Using the listing below, keep only the lines with the word "image" and copy them.

■ **TASK INPUT**:
- - - -
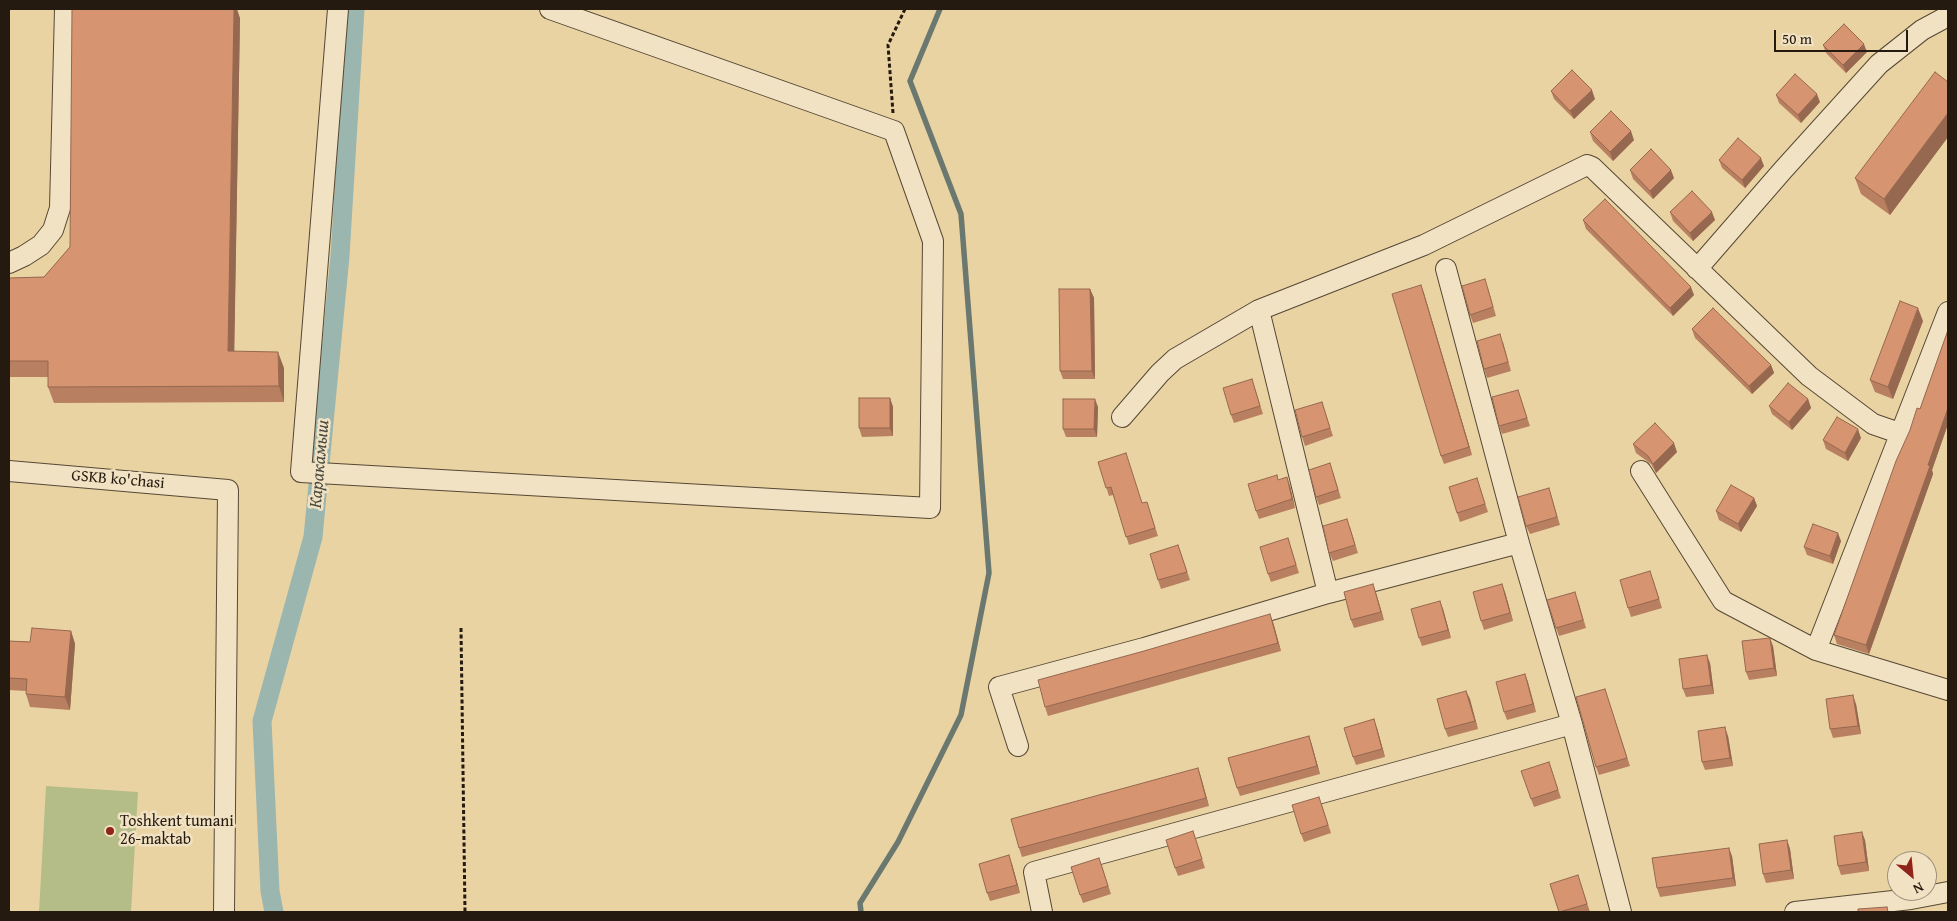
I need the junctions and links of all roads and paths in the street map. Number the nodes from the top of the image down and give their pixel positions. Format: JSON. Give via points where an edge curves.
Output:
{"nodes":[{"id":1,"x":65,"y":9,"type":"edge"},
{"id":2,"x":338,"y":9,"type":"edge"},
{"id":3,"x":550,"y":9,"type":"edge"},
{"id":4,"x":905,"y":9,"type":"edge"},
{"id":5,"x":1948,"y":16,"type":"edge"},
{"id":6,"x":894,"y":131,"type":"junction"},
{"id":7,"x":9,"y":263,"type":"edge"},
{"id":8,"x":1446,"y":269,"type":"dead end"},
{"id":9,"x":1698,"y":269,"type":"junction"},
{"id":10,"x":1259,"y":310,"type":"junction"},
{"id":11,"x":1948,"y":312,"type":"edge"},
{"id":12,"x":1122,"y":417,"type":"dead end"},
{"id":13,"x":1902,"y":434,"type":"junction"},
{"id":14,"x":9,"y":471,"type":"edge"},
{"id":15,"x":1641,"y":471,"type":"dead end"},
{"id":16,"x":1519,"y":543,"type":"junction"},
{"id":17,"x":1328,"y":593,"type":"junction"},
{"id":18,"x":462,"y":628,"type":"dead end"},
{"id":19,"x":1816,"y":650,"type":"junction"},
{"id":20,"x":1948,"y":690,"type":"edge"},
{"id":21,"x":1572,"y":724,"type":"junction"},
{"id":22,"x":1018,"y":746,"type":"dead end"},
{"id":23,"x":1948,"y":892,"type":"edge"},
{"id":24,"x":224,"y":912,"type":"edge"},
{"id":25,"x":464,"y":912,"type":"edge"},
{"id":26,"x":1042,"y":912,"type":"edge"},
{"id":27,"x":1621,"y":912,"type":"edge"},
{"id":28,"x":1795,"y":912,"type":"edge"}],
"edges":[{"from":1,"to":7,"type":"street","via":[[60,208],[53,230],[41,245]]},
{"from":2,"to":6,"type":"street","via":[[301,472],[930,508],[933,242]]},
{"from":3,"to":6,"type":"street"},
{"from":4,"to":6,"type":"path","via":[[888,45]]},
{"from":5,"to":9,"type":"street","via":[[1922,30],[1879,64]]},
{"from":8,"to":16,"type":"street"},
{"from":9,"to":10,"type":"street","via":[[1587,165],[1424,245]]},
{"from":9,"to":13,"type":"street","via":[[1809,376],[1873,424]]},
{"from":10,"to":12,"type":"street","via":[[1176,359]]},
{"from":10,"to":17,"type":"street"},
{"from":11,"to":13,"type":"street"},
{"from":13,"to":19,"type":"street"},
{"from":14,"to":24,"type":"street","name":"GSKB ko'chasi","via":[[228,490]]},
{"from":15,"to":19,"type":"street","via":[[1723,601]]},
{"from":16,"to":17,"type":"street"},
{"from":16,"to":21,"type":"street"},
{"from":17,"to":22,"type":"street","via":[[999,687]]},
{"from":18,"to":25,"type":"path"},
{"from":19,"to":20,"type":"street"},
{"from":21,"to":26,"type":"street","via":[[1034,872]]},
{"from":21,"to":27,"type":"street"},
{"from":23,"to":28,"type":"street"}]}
- - - -
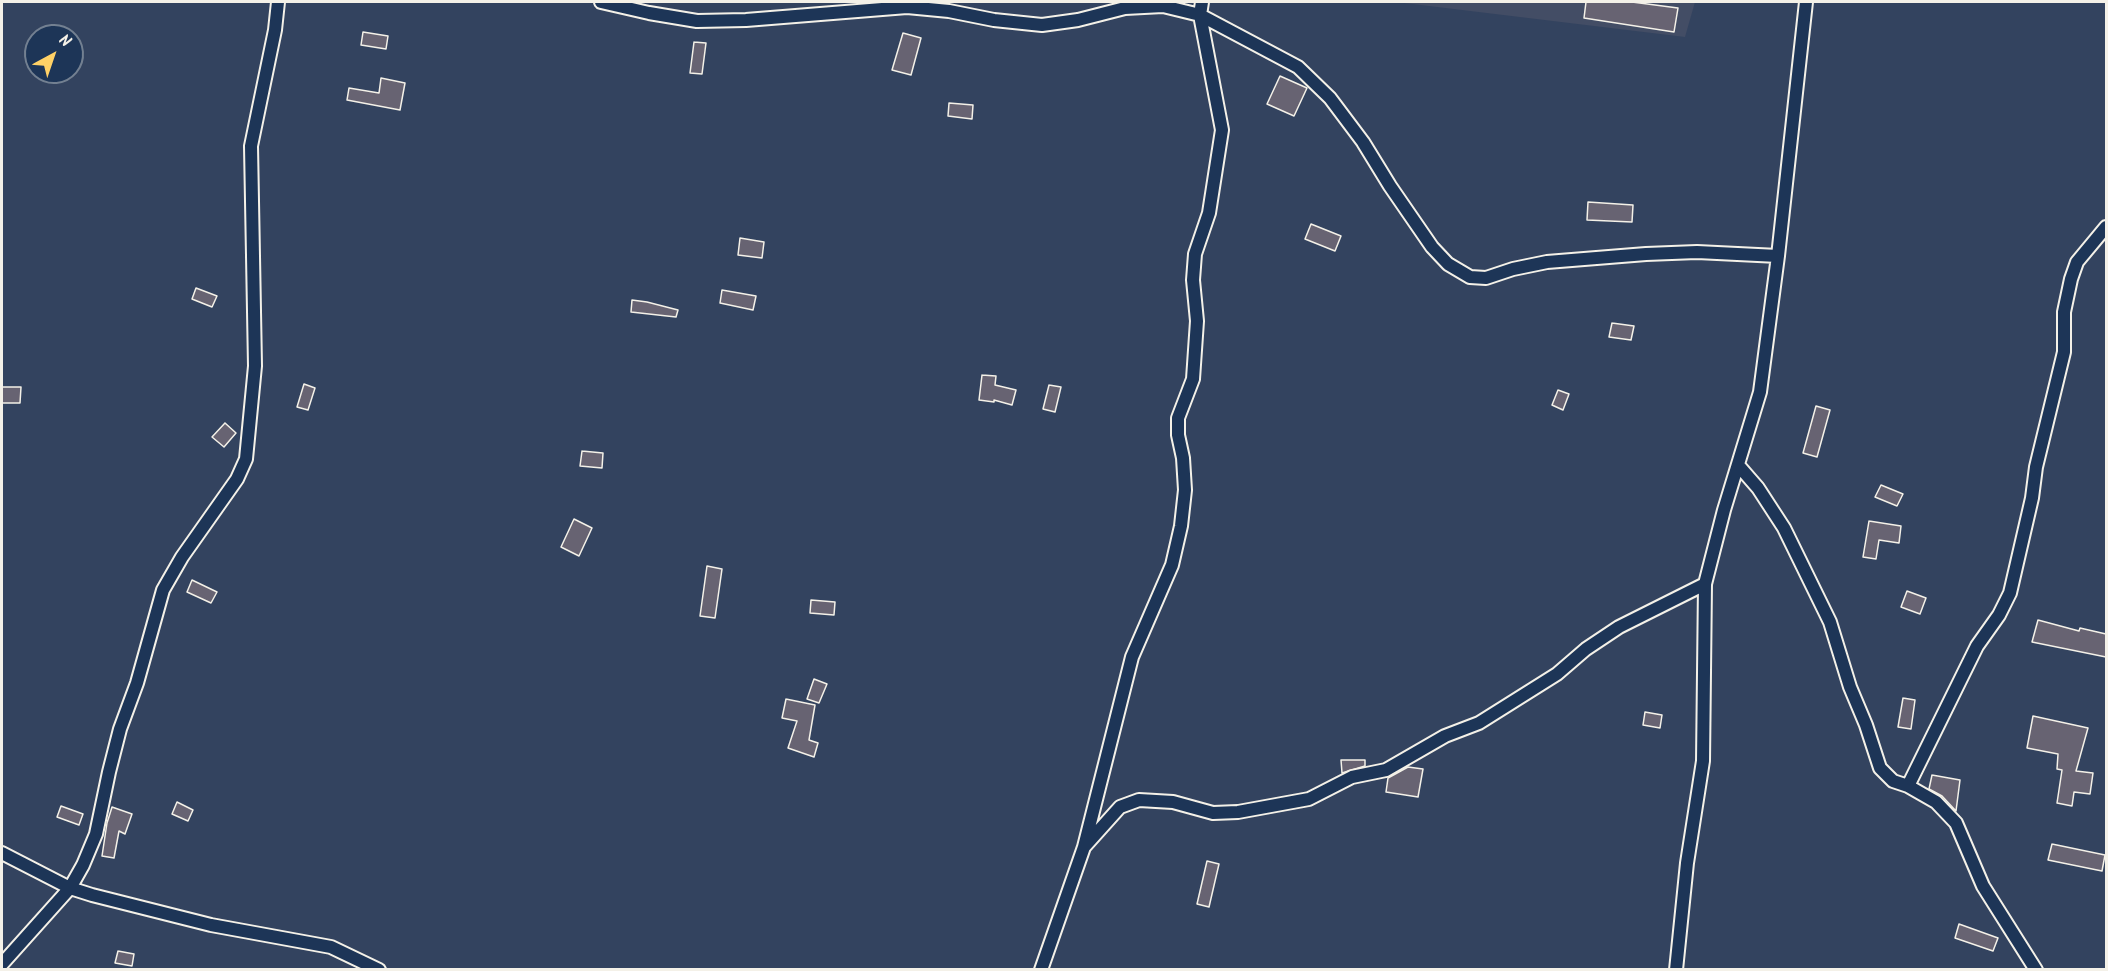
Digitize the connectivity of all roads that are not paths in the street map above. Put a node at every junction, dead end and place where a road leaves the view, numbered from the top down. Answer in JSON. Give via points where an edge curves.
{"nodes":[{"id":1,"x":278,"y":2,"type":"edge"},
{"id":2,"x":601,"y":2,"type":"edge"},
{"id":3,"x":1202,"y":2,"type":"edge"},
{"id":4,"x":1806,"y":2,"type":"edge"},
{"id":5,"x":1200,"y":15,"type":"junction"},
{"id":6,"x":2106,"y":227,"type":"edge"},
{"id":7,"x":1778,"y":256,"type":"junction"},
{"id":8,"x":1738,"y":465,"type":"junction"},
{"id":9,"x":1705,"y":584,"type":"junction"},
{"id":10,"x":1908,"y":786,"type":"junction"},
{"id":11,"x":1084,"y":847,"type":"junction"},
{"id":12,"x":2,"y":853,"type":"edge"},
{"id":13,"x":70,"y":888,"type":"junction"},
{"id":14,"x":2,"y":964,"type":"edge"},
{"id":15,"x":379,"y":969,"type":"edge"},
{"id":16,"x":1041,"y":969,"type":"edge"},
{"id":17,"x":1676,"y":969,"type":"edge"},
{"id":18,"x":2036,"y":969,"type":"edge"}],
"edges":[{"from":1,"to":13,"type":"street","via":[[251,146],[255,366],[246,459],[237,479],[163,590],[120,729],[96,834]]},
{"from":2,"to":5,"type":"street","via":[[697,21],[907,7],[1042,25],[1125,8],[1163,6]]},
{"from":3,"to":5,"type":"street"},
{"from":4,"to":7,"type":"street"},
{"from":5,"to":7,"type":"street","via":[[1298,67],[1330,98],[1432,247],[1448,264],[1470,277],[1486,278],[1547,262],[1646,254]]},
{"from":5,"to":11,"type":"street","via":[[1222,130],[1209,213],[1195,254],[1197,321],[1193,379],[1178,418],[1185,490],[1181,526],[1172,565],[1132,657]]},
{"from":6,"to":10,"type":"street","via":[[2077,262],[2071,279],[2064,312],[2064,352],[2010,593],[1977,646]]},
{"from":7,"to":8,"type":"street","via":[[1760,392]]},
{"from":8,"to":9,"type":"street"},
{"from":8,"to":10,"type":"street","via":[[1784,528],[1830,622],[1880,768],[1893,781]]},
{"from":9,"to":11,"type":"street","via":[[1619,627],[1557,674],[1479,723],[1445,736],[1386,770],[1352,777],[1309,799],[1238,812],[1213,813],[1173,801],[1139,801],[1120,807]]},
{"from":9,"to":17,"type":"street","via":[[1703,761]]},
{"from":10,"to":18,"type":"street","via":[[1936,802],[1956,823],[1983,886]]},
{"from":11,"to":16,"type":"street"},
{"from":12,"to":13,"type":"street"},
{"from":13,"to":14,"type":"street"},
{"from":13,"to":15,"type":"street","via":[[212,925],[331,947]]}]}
- - - -
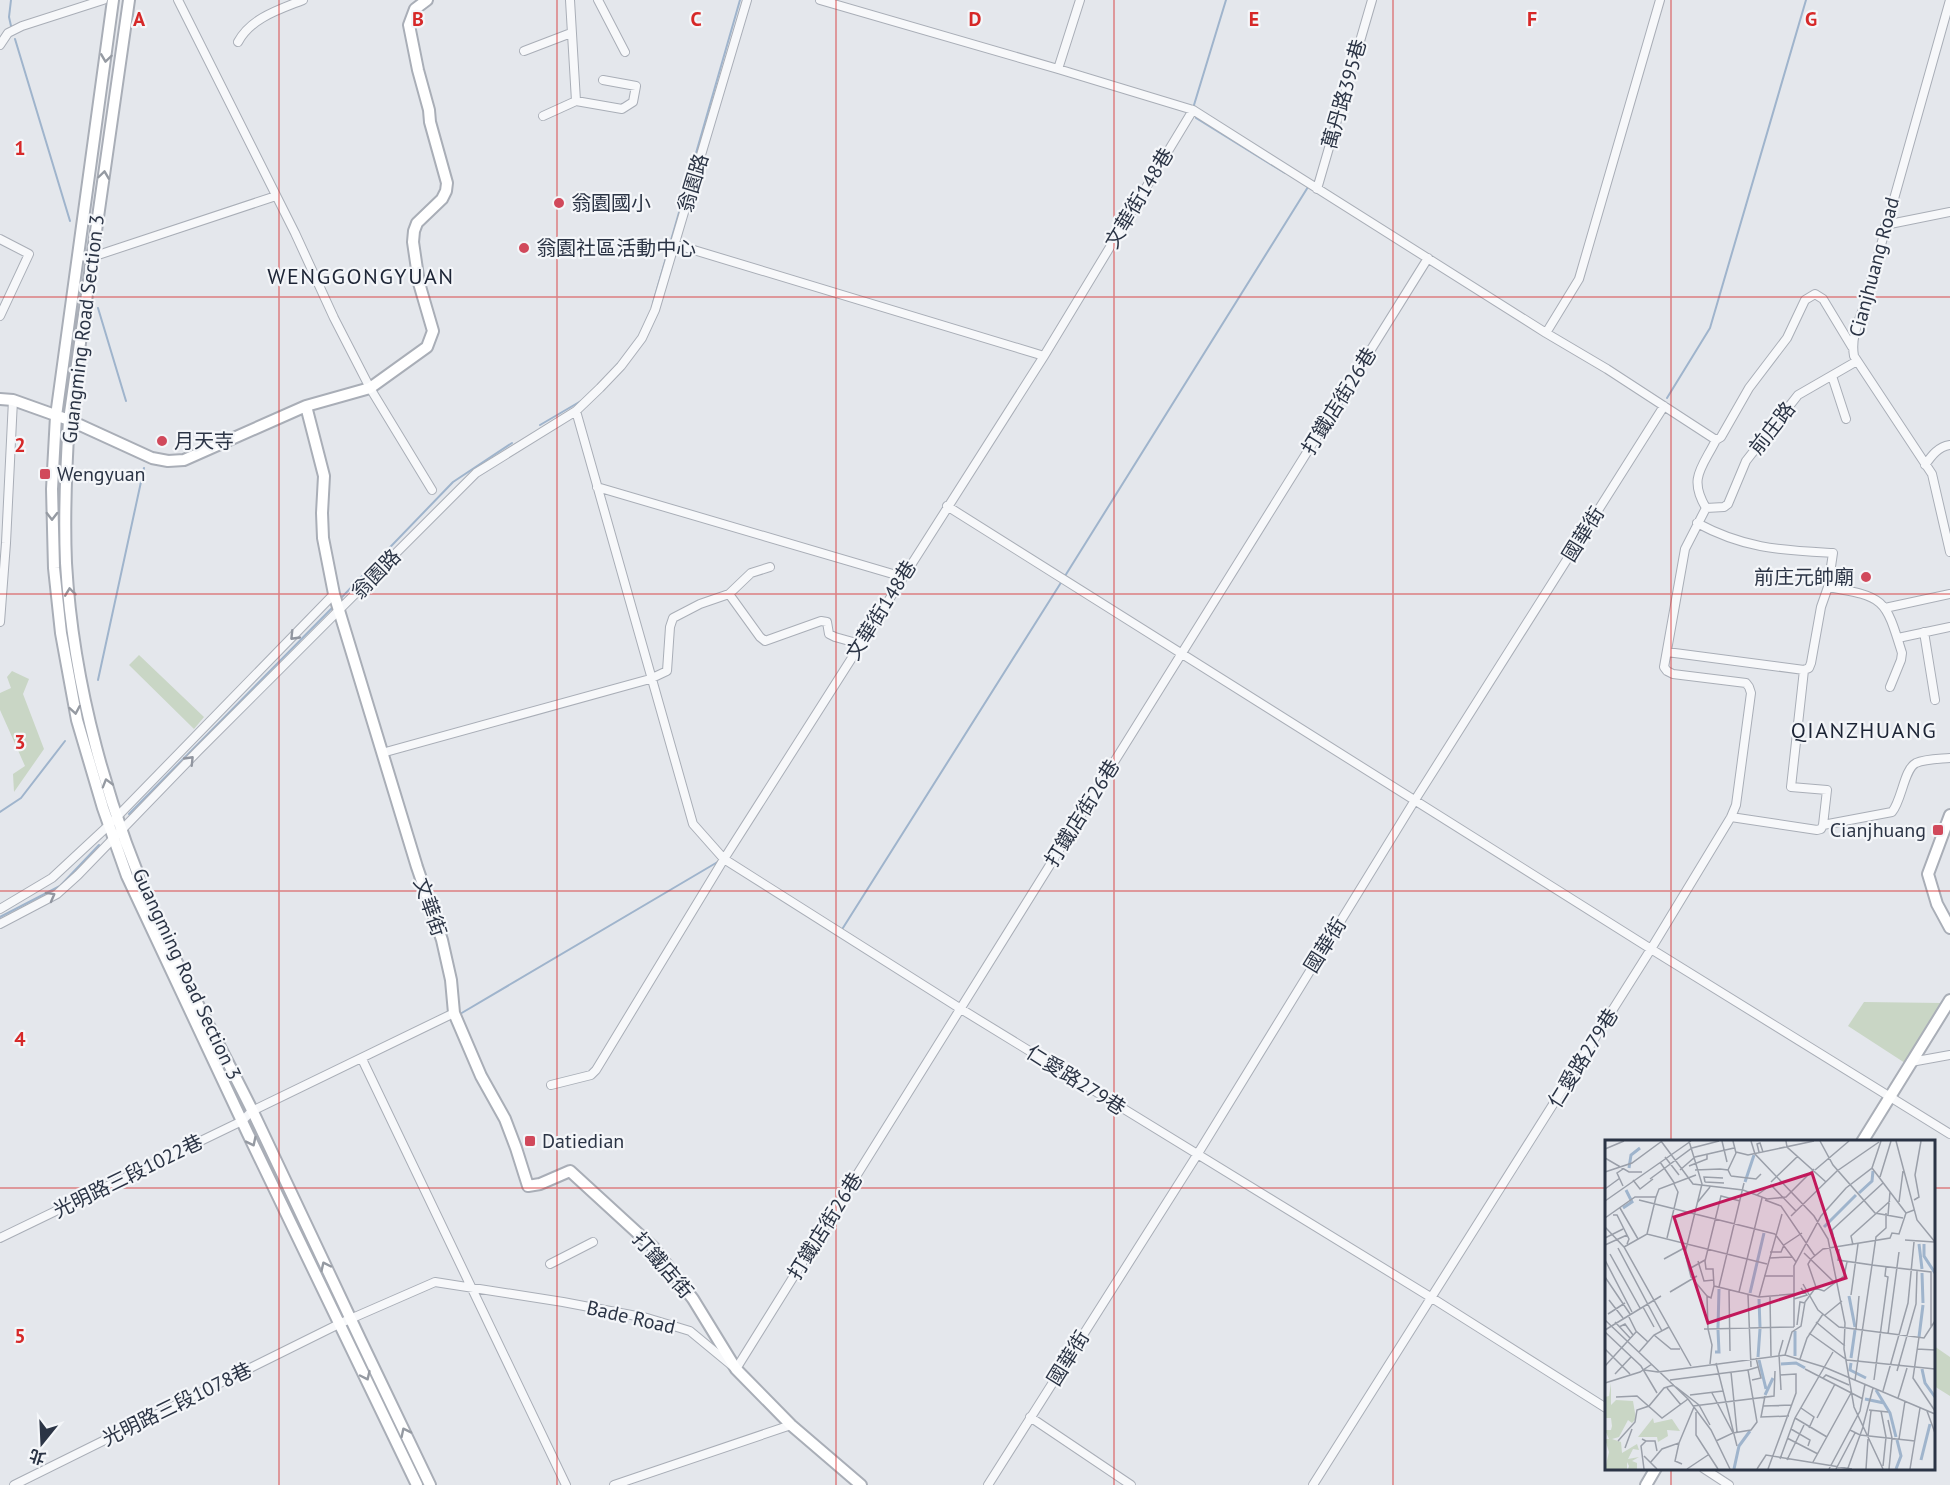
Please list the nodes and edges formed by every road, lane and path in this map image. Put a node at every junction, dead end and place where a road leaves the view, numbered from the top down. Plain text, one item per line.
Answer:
- - - -
■ **RESULT OF THIS EXERCISE**:
I need the junctions and links of all roads and paths in the street map. Number the nodes from the top of the image down and give their pixel positions. Format: JSON. Give via points where an edge curves.
Please list the nodes and edges formed by every road, lane and path in this map image. Put a node at every junction, dead end and place where a road leaves the view, numbered from the top down. Plain text, one item per line.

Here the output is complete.